While the contours of the investigative authority of Congress are not spelled out in the Constitution, the Supreme Court has established the right of Congress to investigate as a necessary corollary to its other functions. In its 1927 opinion in McGrain v. Daugherty, the court upheld the right of Congress to compel information in order to make informed decisions when crafting legislation, appropriating funds, and acting to provide the checks and balances envisioned by the Founders.

{mosads}Today, it is undisputed that Congress has the authority to conduct broad inquiries and subpoena information. In recent years, however, too many House investigations have devolved into partisan exercises aimed at scoring political points. Those failed investigations have embarrassed the House, tarnished reputations, and failed to produce real change.

If Democrats were to become the majority party in the House this fall, they might consider following instead the path taken by Senator Carl Levin of Michigan.
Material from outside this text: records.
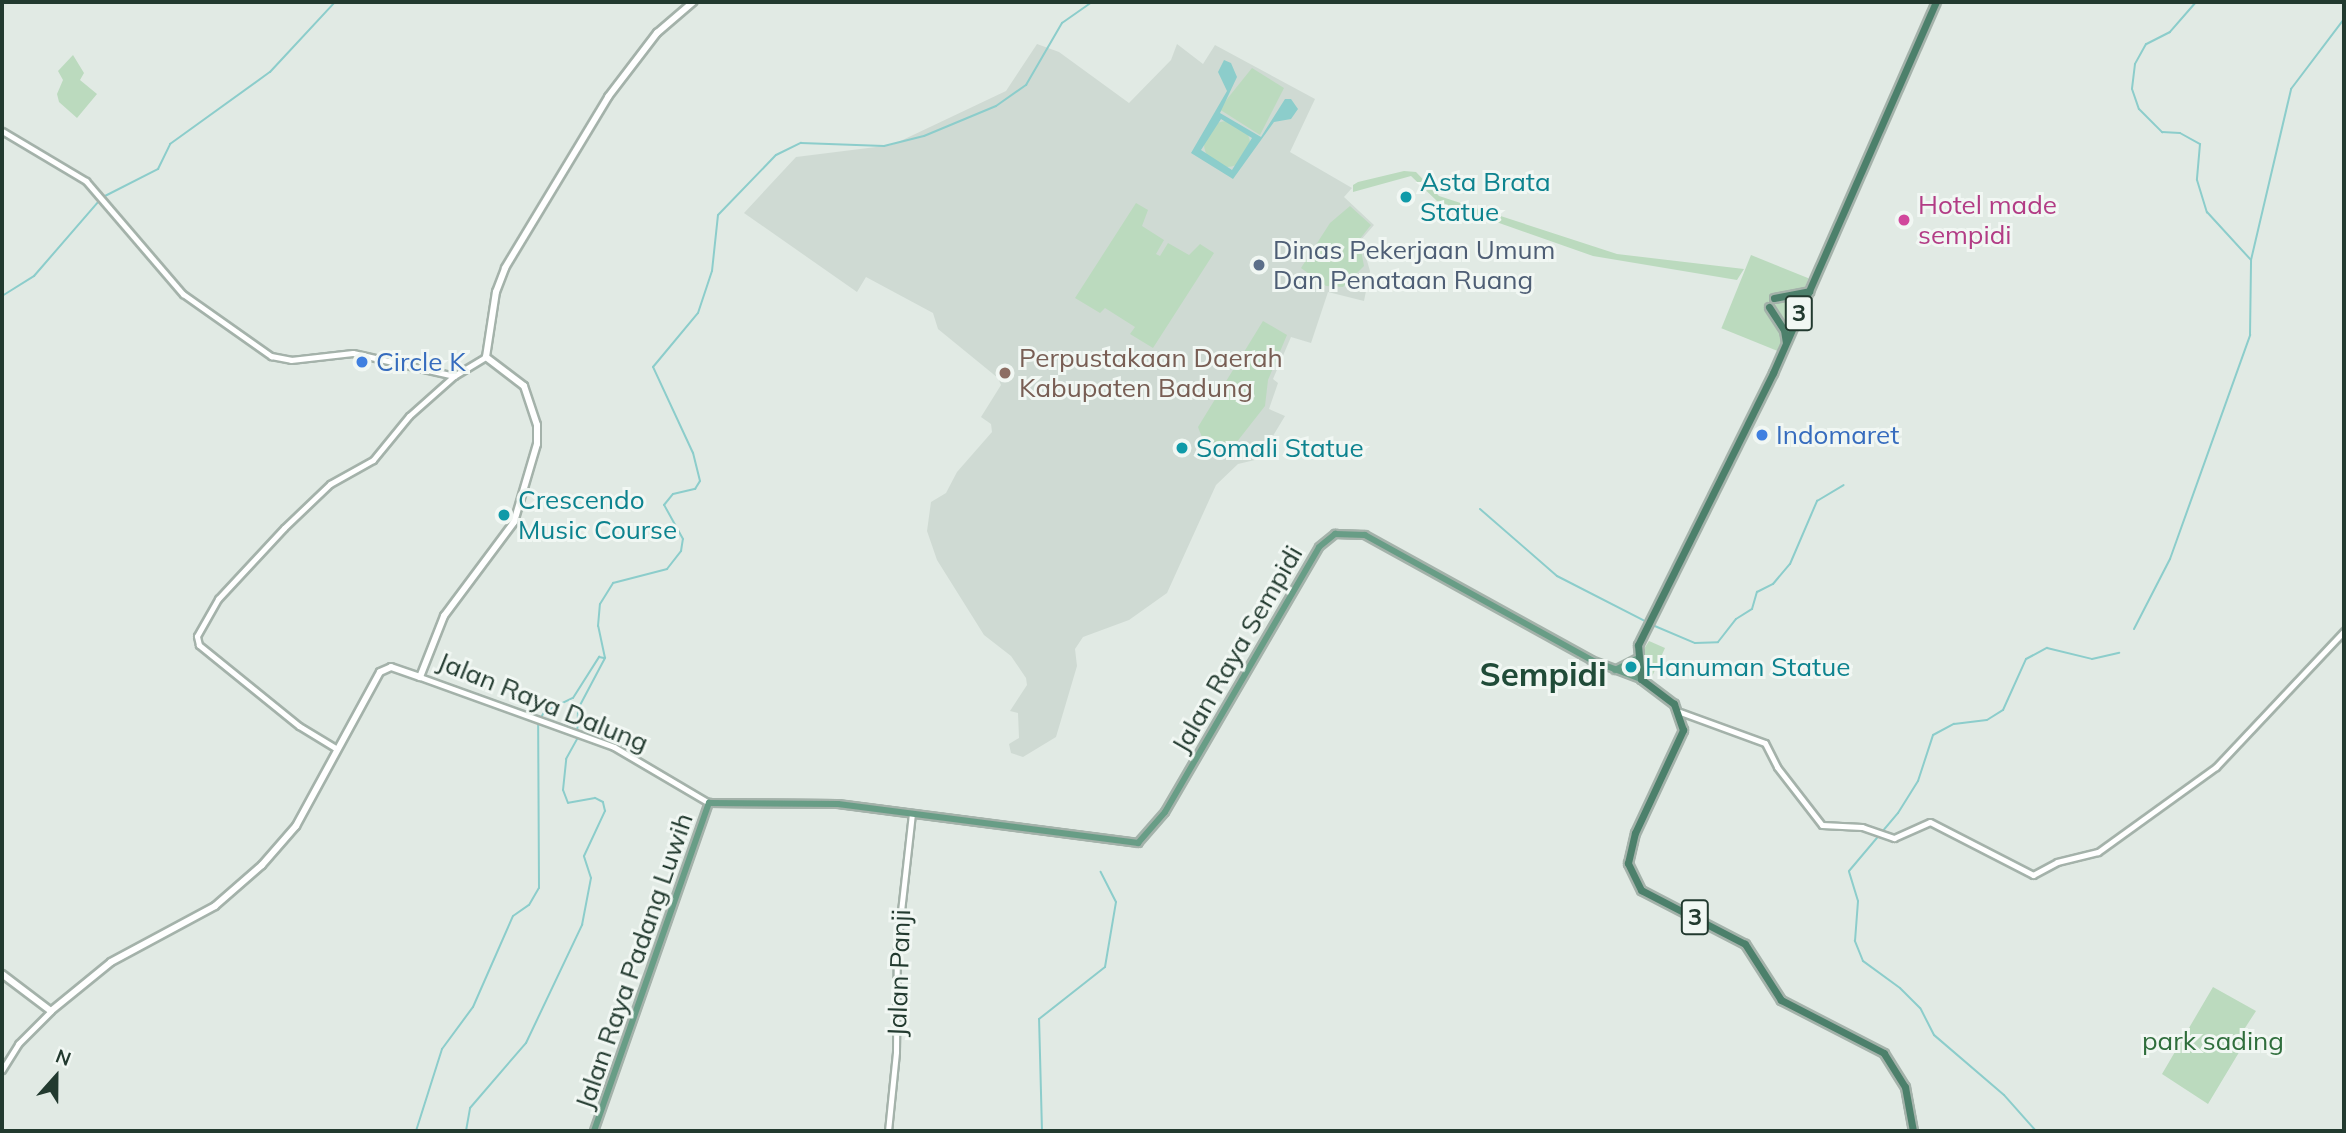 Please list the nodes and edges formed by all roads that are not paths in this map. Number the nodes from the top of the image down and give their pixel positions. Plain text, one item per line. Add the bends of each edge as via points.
1 (693, 2) edge
2 (1936, 2) edge
3 (2, 131) edge
4 (1809, 291) junction
5 (1774, 298) dead end
6 (1769, 307) dead end
7 (1785, 346) junction
8 (486, 357) junction
9 (454, 376) junction
10 (2344, 631) edge
11 (1637, 659) junction
12 (1613, 670) junction
13 (420, 677) junction
14 (1641, 679) junction
15 (1680, 712) junction
16 (337, 749) junction
17 (709, 803) junction
18 (912, 814) junction
19 (2, 974) edge
20 (52, 1010) junction
21 (2, 1070) edge
22 (594, 1131) edge
23 (888, 1131) edge
24 (1913, 1131) edge

1 - 8 main road via 671,19 586,128 514,250 496,292
2 - 4 highway, 3
3 - 9 street via 86,181 183,294 263,352 291,360 353,353
4 - 5 highway
4 - 7 highway, 3
6 - 7 highway via 1784,330
7 - 11 highway, 3 via 1644,634
8 - 9 street
8 - 13 main road, Jalan Raya Dalung via 524,386 537,425 537,444 514,522 438,627
9 - 16 street via 409,416 373,460 320,492 210,610 197,636 199,645 299,726
10 - 15 street via 2216,767 2098,852 2057,862 2034,875 1936,824 1926,822 1894,838 1871,830 1822,825 1777,767 1765,743
11 - 12 main road
11 - 14 highway, 3
12 - 14 main road, Jalan Raya Sempidi
12 - 18 main road, Jalan Raya Sempidi via 1365,535 1328,536 1153,830 1131,844
13 - 16 main road via 391,667 382,670
13 - 17 street, Jalan Raya Dalung via 625,752
14 - 15 highway
15 - 24 highway, 3 via 1682,736 1630,845 1628,863 1635,883 1740,940 1781,1000 1879,1048 1905,1087
16 - 20 main road via 296,826 239,886 200,916 111,962
17 - 18 main road via 838,804
17 - 22 main road, Jalan Raya Padang Luwih
18 - 23 street, Jalan Panji via 897,947 896,1052
19 - 20 main road
20 - 21 street via 18,1044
Until his retirement in 2015, Senator Levin, who was my boss for nearly 30 years, devoted himself to conducting bipartisan and in depth oversight investigations. In his last 15 years in Congress, he concentrated his oversight efforts at the Permanent Subcommittee on Investigations, the premier Senate investigative body.

During his tenure on the subcommittee, Senator Levin carried out bipartisan and groundbreaking investigations into the collapse of Enron, secret offshore accounts opened for American clients by Swiss banks, money laundering misdeeds at HSBC, abusive credit card practices, wrongdoing by Goldman Sachs during the financial crisis, years of tax dodging by Apple, and more. Those inquiries led to stronger accounting standards and safeguards against money laundering, tighter credit card and bank controls, and greater tax transparency measures for multinational corporations, among other reforms.
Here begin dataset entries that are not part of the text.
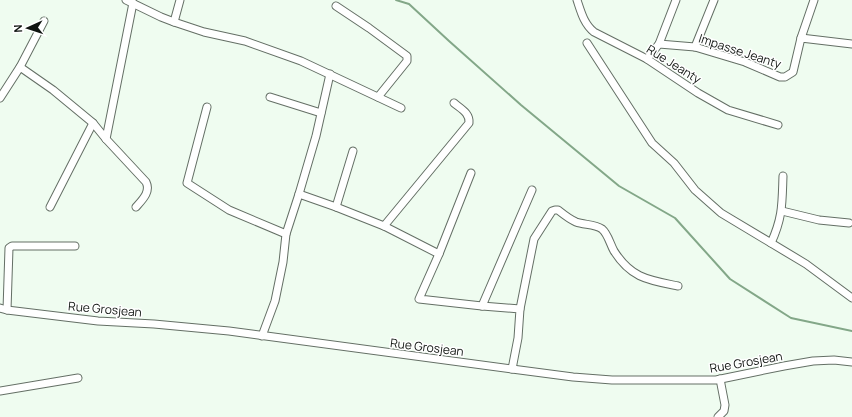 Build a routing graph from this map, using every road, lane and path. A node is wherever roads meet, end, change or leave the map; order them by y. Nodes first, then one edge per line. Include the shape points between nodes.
1 (180, 0) edge
2 (577, 0) edge
3 (676, 0) edge
4 (714, 0) edge
5 (814, 0) edge
6 (130, 2) edge
7 (336, 6) dead end
8 (44, 21) dead end
9 (174, 22) junction
10 (801, 38) junction
11 (587, 43) dead end
12 (659, 44) junction
13 (852, 44) edge
14 (695, 47) junction
15 (647, 59) junction
16 (20, 67) junction
17 (330, 74) junction
18 (270, 97) dead end
19 (378, 97) junction
20 (0, 98) edge
21 (454, 104) dead end
22 (207, 107) dead end
23 (401, 108) dead end
24 (321, 112) junction
25 (93, 123) junction
26 (778, 125) dead end
27 (106, 140) junction
28 (353, 151) dead end
29 (471, 173) dead end
30 (783, 176) dead end
31 (532, 190) dead end
32 (299, 194) junction
33 (50, 207) dead end
34 (136, 207) dead end
35 (336, 207) junction
36 (782, 211) junction
37 (849, 224) dead end
38 (384, 226) junction
39 (286, 234) junction
40 (772, 243) junction
41 (75, 246) dead end
42 (439, 254) junction
43 (678, 286) dead end
44 (852, 298) edge
45 (482, 306) junction
46 (3, 309) edge
47 (520, 309) junction
48 (262, 336) junction
49 (852, 362) edge
50 (512, 369) junction
51 (78, 378) dead end
52 (720, 379) junction
53 (0, 391) edge
54 (718, 417) edge

1 - 9 street
2 - 15 street, Rue Jeanty via 589,28
3 - 12 street
4 - 14 street
5 - 10 street
6 - 9 street
6 - 27 street
7 - 19 street via 407,56 407,61
8 - 16 street
9 - 17 street via 245,41
10 - 13 street
10 - 14 street, Impasse Jeanty via 793,72 786,77
11 - 40 street via 652,143 674,163 695,190 721,213
12 - 14 street, Impasse Jeanty
12 - 15 street
15 - 26 street, Rue Jeanty via 728,110
16 - 20 street
16 - 25 street
17 - 19 street
17 - 24 street
18 - 24 street
19 - 23 street
21 - 38 street via 466,113 468,123
22 - 39 street via 187,183 229,210
24 - 32 street
25 - 27 street
25 - 33 street
27 - 34 street via 146,182 147,193
28 - 35 street
29 - 42 street
30 - 36 street
31 - 45 street
32 - 35 street
32 - 39 street
35 - 38 street
36 - 37 street
36 - 40 street
38 - 42 street
39 - 48 street via 275,302
40 - 44 street
41 - 46 street via 9,248
42 - 45 street via 419,299
43 - 47 street via 650,281 636,275 614,252 601,228 574,221 555,210 546,219 534,239
45 - 47 street
46 - 48 street, Rue Grosjean via 98,321 204,328
47 - 50 street
48 - 50 street, Rue Grosjean
49 - 52 street, Rue Grosjean via 813,361
50 - 52 street, Rue Grosjean via 612,380
51 - 53 street
52 - 54 street via 724,411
When colleagues asked how the subcommittee produced such landmark investigative results and policy outcomes, Senator Levin responded that it was because the inquiries were relentlessly bipartisan and fact based. He said the secret to the success of the subcommittee was that he and his Republican partners over the years, including Senators Tom Coburn, Norm Coleman, Susan Collins, and John McCain, directed their staffs to work together and to follow the facts wherever they led.

Standard subcommittee practice was for the Democratic and Republican staffs to do all of their fact finding together, using a joint investigative plan, joint document requests, and joint witness interviews. Witnesses facing this unity had difficulty opposing its information requests. The staff then worked together to analyze and write up the investigative results and produce joint press releases. Having experienced that bipartisan approach first hand, I can attest to not only its effectiveness, but also the satisfaction both staffs derived from finding common ground.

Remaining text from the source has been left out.